Census report confirms many Nevadans lack health insurance
Wednesday, Aug. 31, 2005 | 9:37 a.m.
Steven Hansen, chief executive of Nevada Health Centers Inc., a nonprofit organization with clinics for low-income patients across Nevada, didn't need Tuesday's Census Bureau report to tell him that the state has high numbers of people without health insurance.
He sees it every day.
About 60 percent of the nearly 5,000 patients who visited his organization's nine Clark County clinics had no insurance in the quarter ending July 31 -- and that was 5 percent higher than the three months before, Hansen said.
No, Hansen and other experts weren't surprised to see that Nevada ranked fourth nationwide with 19.1 percent of its residents lacking health insurance -- but they were lacking consensus on why, and what could be done about the problem.
The figure is particularly perplexing given that Nevada seems to be relatively prosperous, as Tuesday's report also indicated, showing comparatively high levels of median household income for the 2002-2004 period.
The report shows the median household income at $46,984, above the national rate of $44,473. It also reveals low levels of poverty -- 10.2 percent, below the national rate of 12.7 percent.
"It does seem to be out of sync," said Keith Schwer, director of the Center for Business and Economic Research at UNLV.
As a possible explanation, Schwer offered up the state's most widely-known trait -- rapid growth.
"If you get a lot of people moving in picking up jobs, they're still in a grace period without insurance," he said.
Assembly Majority Leader Barbara Buckley, D-Las Vegas, said the issue of high numbers of Nevadans without health insurance is not new.
"For the last several years, year after year, we've been on the bottom of the list," Buckley said.
She led a subcommittee before the recently-concluded legislative session that looked at the problem.
"We saw that the highest numbers of people without insurance were working, but either they or their employers couldn't afford insurance."
She said industries such as construction and some restaurants had larger numbers of workers without insurance.

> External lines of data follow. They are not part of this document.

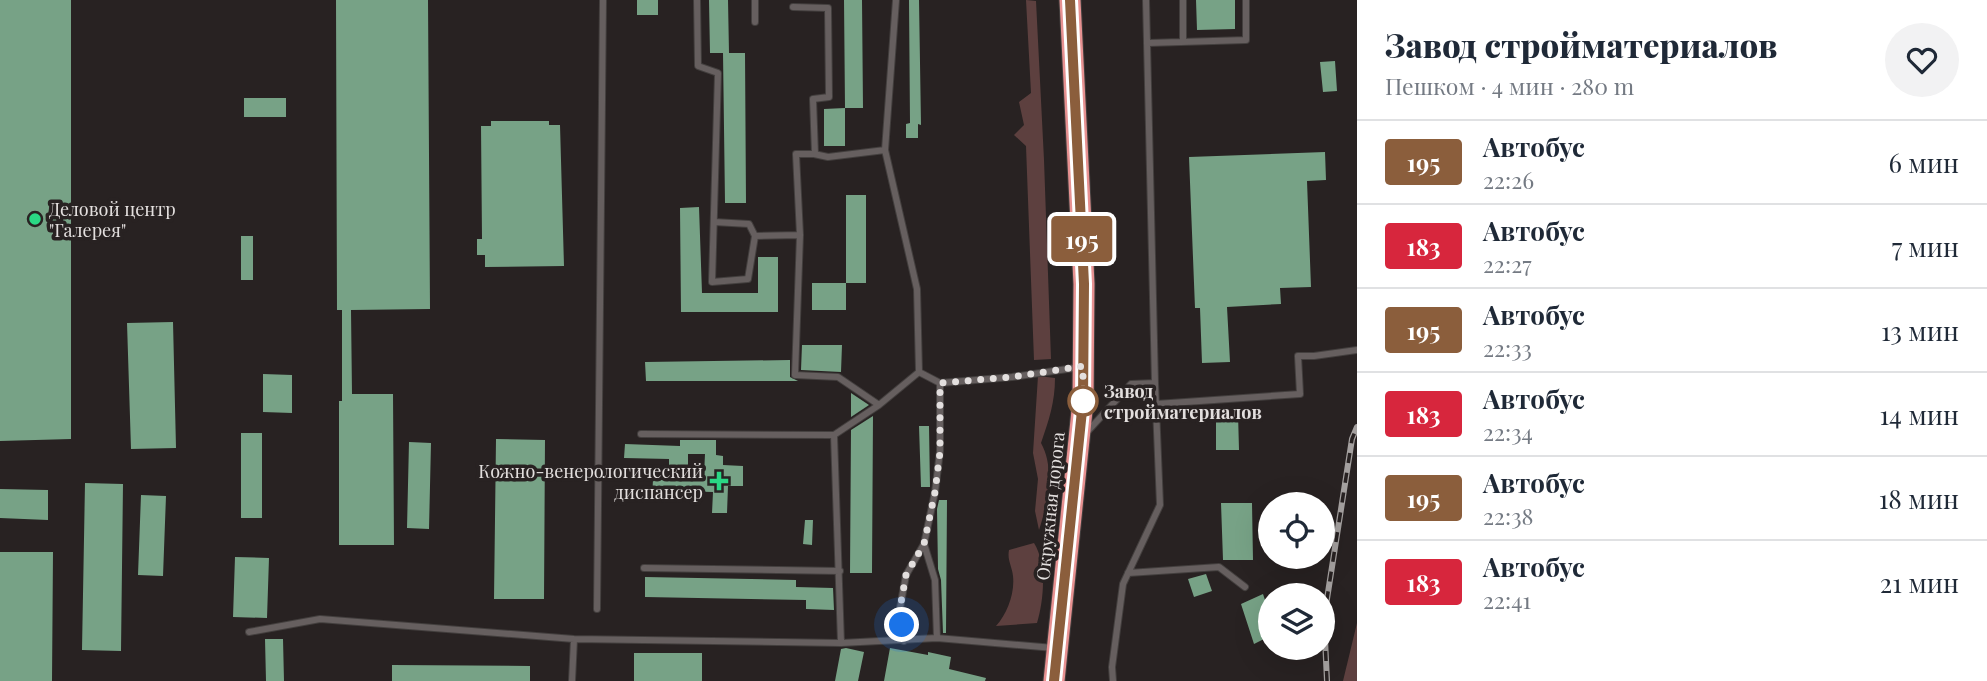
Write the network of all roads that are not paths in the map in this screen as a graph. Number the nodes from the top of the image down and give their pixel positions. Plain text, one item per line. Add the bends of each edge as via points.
1 (603, 0) edge
2 (697, 0) edge
3 (755, 0) edge
4 (896, 0) edge
5 (1070, 0) edge
6 (1146, 0) edge
7 (1183, 0) edge
8 (1246, 0) edge
9 (793, 7) dead end
10 (755, 22) dead end
11 (1183, 42) junction
12 (1148, 43) junction
13 (885, 150) junction
14 (816, 154) junction
15 (714, 222) junction
16 (800, 235) junction
17 (755, 236) junction
18 (1357, 350) edge
19 (1083, 366) junction
20 (919, 372) junction
21 (940, 383) junction
22 (1155, 383) junction
23 (1156, 404) junction
24 (879, 405) junction
25 (641, 434) dead end
26 (834, 435) junction
27 (1079, 440) junction
28 (924, 544) junction
29 (644, 568) dead end
30 (840, 571) junction
31 (1128, 573) junction
32 (1245, 587) dead end
33 (597, 609) dead end
34 (249, 632) dead end
35 (937, 638) junction
36 (574, 639) junction
37 (904, 641) junction
38 (841, 643) junction
39 (1059, 649) junction
40 (572, 681) edge
41 (1054, 681) edge
42 (1113, 681) edge

1 - 33 lane
2 - 15 lane via 698,66 718,73
3 - 10 lane
4 - 13 lane
5 - 19 highway, Окружная дорога via 1084,284
6 - 12 lane
7 - 11 lane
8 - 11 lane via 1246,40
9 - 14 lane via 828,8 829,97 813,99
11 - 12 lane
12 - 22 lane
13 - 14 lane via 828,157
13 - 20 lane via 917,289
14 - 16 lane via 796,154
15 - 17 lane via 749,224
15 - 17 lane via 712,282 748,279
16 - 17 lane
16 - 24 lane via 795,375 838,377
18 - 23 lane via 1298,356 1300,394
19 - 21 lane
19 - 27 highway, Окружная дорога
20 - 21 lane
20 - 24 lane
21 - 28 lane via 940,452
22 - 23 lane
22 - 27 lane via 1131,384
23 - 31 lane via 1160,505
24 - 26 lane
25 - 26 lane
26 - 30 lane
27 - 39 highway, Окружная дорога
28 - 35 lane via 935,580
28 - 37 lane via 906,575 900,608
29 - 30 lane
30 - 38 lane
31 - 32 lane via 1219,567
31 - 42 lane
34 - 36 lane via 320,619
35 - 37 lane
35 - 39 lane
36 - 38 lane
36 - 40 lane
37 - 38 lane
39 - 41 highway, Окружная дорога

Also, she said, the state's large and growing Hispanic population -- now at nearly 23 percent, according to recent census estimates -- is more likely to be uninsured because many immigrants work part-time jobs.
Tuesday's report had no state-level figures on Hispanics but indicated that 32.7 percent of Hispanics nationwide lacked insurance in 2004.
Buckley and her subcommittee helped push a bill through the session aimed at giving more coverage to pregnant women and employees of small businesses.
The bill creates a program based on matching federal with county dollars that is scheduled to begin in October.
Buckley said she hopes the program results in about 10,000 more people obtaining coverage in the next couple of years.
"But this is not the solution, only a step forward," she said.
The lawmaker said she thinks the issue is also "bigger than Nevada."
The federal government, she said, could help encourage innovative projects like having employers pool together to offer insurance to part-time workers.
It could also take a stand against the pharmaceutical industry and rising prices of medicine, part of the built-in cost of health insurance, she said.
Meanwhile, Hansen, the director of Nevada Health Centers, said his organization is scheduled to open a new clinic in downtown Las Vegas in early 2006 -- the 10th valleywide.
His organization, and the number of patients it has seen, has grown about 20 percent a year for the last five years, he said.
"We plan to continue our growth as the need continues to grow."